Singular suggestions from individuals included: talking to people with lived experience of hazardous and harmful drinking to develop policy; engaging with other key stakeholders in addition to the alcohol industry, including medical bodies and third sector organisations; and for greater publicity of future consultations among the general public.

“If the Scottish Government decide to continue implementing and raise the value of MUP, it is imperative that industry, including retailers, have a fair lead in time till implementation to ensure necessary administrative updates, pricing and promotional changes and staff training can be made to help prepare businesses for implementation.” – Association of Convenience Stores

Other comments on alcohol consumption in Scotland

Several respondents commented more broadly on the consumption and sale of alcohol. A range of points were made, particularly about off-trade sales i.e. alcohol sold for drinking off the premises.

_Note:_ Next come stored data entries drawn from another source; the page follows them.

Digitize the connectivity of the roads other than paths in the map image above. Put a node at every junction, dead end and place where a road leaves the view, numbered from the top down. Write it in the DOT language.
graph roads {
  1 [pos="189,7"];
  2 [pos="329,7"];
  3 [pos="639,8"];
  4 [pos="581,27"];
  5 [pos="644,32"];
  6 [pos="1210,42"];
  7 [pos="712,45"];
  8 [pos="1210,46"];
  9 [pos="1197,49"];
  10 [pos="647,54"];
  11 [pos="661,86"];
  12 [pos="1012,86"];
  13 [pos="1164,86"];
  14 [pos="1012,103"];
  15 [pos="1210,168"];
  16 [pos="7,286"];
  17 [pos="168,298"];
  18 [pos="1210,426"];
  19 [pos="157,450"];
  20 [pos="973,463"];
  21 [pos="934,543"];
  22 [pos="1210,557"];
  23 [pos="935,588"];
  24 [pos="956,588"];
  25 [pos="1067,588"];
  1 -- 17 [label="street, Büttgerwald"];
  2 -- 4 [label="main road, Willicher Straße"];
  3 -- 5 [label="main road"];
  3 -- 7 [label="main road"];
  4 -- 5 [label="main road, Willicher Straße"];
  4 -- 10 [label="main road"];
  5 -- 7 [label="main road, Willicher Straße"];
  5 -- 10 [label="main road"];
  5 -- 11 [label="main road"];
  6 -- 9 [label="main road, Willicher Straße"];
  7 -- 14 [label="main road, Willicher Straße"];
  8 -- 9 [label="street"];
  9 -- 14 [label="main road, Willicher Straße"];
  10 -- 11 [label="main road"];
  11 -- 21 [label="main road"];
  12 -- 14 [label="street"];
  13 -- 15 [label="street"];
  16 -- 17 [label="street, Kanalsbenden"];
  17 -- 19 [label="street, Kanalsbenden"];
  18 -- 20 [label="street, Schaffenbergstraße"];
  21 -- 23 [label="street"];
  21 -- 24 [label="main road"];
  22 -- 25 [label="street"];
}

The relationship between price and location of drinking was noted by some. One organisation noted that licensed premises are bound by the Licensing (Scotland) Act 2005 where one of the five objectives is to ‘protect and improve health’. The Institute for Social Marketing and Health reported on its research into how policies can support public health without impacting on-trade businesses. They argued increasing the minimum unit price could reduce the price differential between on-trade and off-trade sales, thus encouraging more people to drink in licensed premises rather than at home. This could also reduce the amount of drinking done at home before people go out, meaning people have consumed less before they arrive at hospitality venues.

Glasgow City Council highlighted that licensed premises had increased by 7% since the implementation of MUP compared to an increase of 13% of off-sales only provision, and that following the pandemic, 66% of all licensed premises were now able to sell alcohol for drinking off the premises. They concluded that: “While MUP has provided a price point per unit of alcohol, there remains a substantial price differential between off-sales and on-sales continuing to drive unregulated consumption and for off-sales premises to provide this cheaper alcohol.”

Scottish Families Affected by Alcohol and Drugs recognised that MUP effectively targeted those drinking at hazardous and harmful levels, given that these individuals are more likely to purchase alcohol from off-sales premises. They felt this was appropriate given that off-trade alcohol had become 64% more affordable compared to 1987. A small number of respondents called for the licensing regime to be addressed.

“We are supportive of a strong, robust licensing policy based on the concomitance of the available evidence. It is only through robust and probative policy that good law can be made.” – The Institute of Licensing

“I think another approach is needed rather than just raising prices. Perhaps looking at licensing both on and off sales, again, and availability, would be a better bet.” – Individual

“It is also our local experience that the legal framework for alcohol licensing remains too weak to enable meaningful and effective application of the public health objective in individual alcohol licensing decisions. Rather than the MUP mitigating the need for this, it is our view that the legal framework for the public health objective needs to be strengthened alongside the MUP in order to achieve an adequate overall impact on alcohol harms in Scotland.” – NHS Greater Glasgow and Clyde

Respondents commonly cited the evidence from PHS’ evaluation of MUP that overall alcohol consumption had reduced by 3% at a population level, driven by a reduction in off-trade sales. However, as noted earlier, the Retail Data Partnership Ltd queried this finding, arguing that their data showed a steady and consistent increase in the volume and value of sales and suggested a displacement, rather than reduction, in sales.

Other comments

A few respondents raised other points which did not align with the themes in this report. These were typically made by one or a very small number of respondents and included:

  • That more consideration needs to be given to the proposals.
  • A critique of the consultation including that it was difficult to navigate and that there should have been an opportunity to comment on the closed questions.